E atenção, mamas de fora é uma coisa saudável; mas como elas apenas têm as mamas quase de fora e no fundo, não cantam nem dizem nada de jeito, mais valia estarem sossegadas.

Voltando ao mesmo, por que razão acham que bandas inovadoras e distintas como Led Zeppelin, Pink Floyd, The Police, Marillion, Genesis, New Order, Metallica, Iron Maiden e os fabulosos Queen... Sejam todos do século passado?
Digam-me uma banda que tenha aparecido depois do ano 2000, ou mesmo depois de 1990, que tenha "partido o molde" e apresentado algo completamente inovador.

Pois é, não há. Ou melhor, elas existem mas não têm tempo de antena.

Por isso, é preciso procurar. É preciso meter as mãos no fundo do caixote e remexer até aparecer aquela diferença que mexe connosco e que nos faz apreciar coisas novas.

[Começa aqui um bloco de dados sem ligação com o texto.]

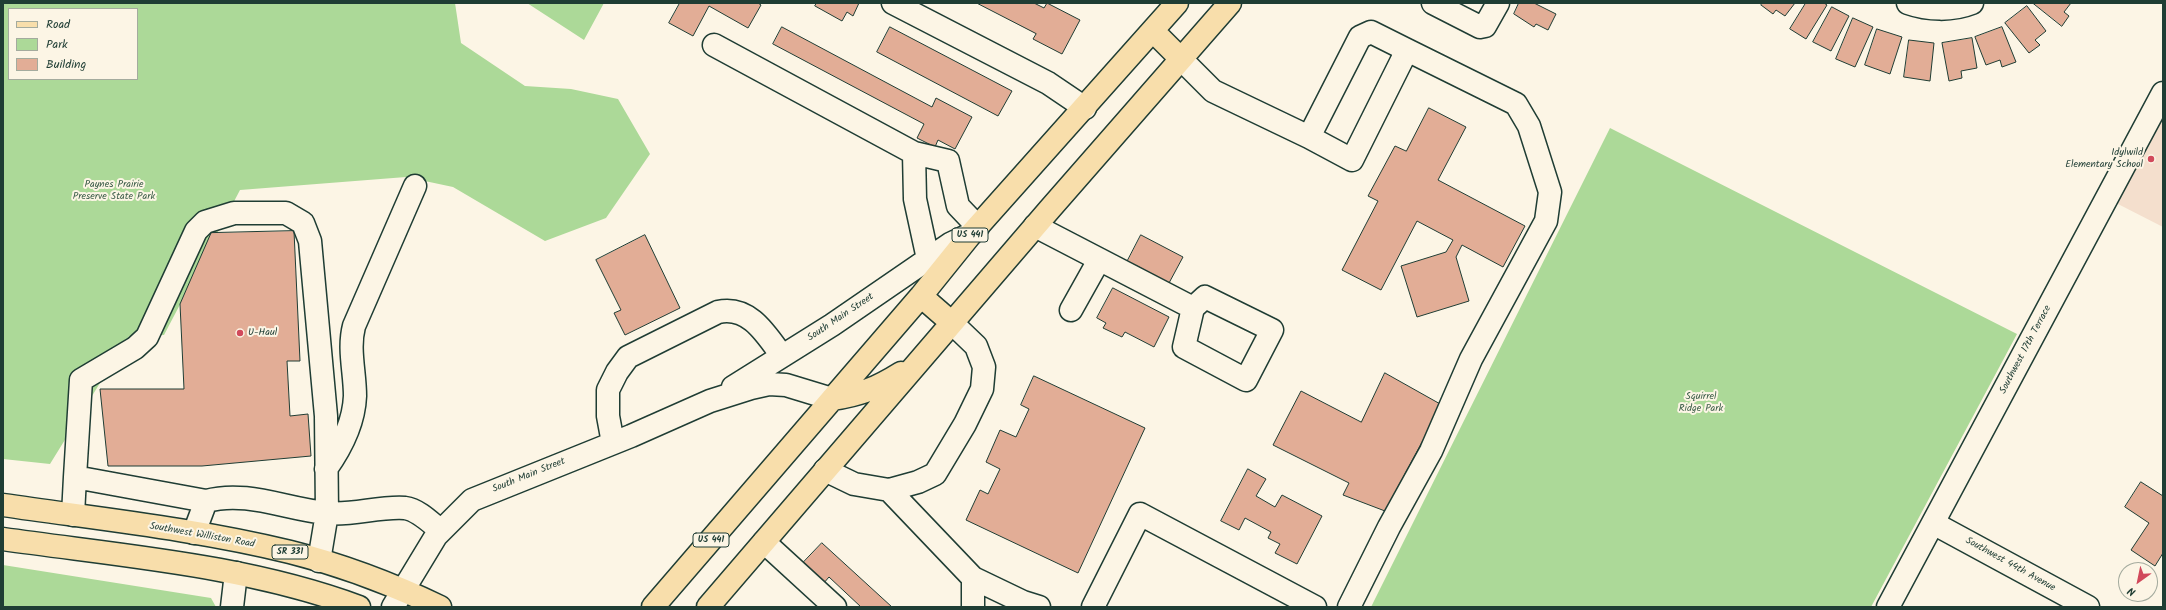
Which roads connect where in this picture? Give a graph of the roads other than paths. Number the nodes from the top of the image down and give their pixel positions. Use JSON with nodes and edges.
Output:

Foi assim que encontrei Rufus Wainwright.



Rufus Wainwright que, modéstia à parte *ahem*, conheci pessoalmente.
Estava eu mais a minha mulher no Galeto a jantar, depois de termos ido ao concerto dele no Coliseu, quando de repente a minha esposa fixa o olhar em alguém fora do meu campo de visão.

Perguntei-lhe a brincar:

- O que foi? Até parece que viste o Rufus.
- Olha, por acaso, estou a ver.

Quando ele passou por nós, dada a vergonha da minha mulher, interpelei-o:

-Hey, Rufus. Great show, man.
-Oh, thank you very much.

Rapaz simpático. Lá demos dois dedos de conversa até que eles se foram sentar. Pouco depois, vieram ter connosco para os ajudarmos a escolher o jantar, porque não faziam ideia de quais eram os pratos que estavam na ementa.
Foi giro. Pronto, para a minha esposa foi fabuloso.

Bom, agora que já me gabei à brava, voltemos a falar do Rufus propriamente dito:

É, na minha opinião, o melhor compositor e intérprete da sua geração. É um génio brilhante, que mistura nas suas músicas elementos como pop, rock, folk e música clássica. E o resultado não é uma salganhada: é música bonita e diferente, com marca de autor, da qual vos convido a ouvir três excertos:

Beautiful Child:



April Fools:



e o belo de arrepiar, Dinner at Eight:



Nota 1: para as senhoras potencialmente interessadas, e caso ainda não tenham percebido; o homem é irremediavelmente gay.

Nota 2: Já que se fala em gays... pronto, MM, os U2 também foram inovadores, vá.

3 comments:

Anónimo disse...

aaaahhhhh... what a night!
Nota à parte - posso ter o prazer de dizer que o Rufus se atirou ao meu marido! LOL Não é qualquer uma! =P

Quantum disse...

Bem...
Para minha defesa, que fique bem claro que saí de lá contigo...

:-)

Anónimo disse...

Deve ter sido uma noite bem divertida! Gostava de ser mosca e ter estado lá... Um beijinho para os dois!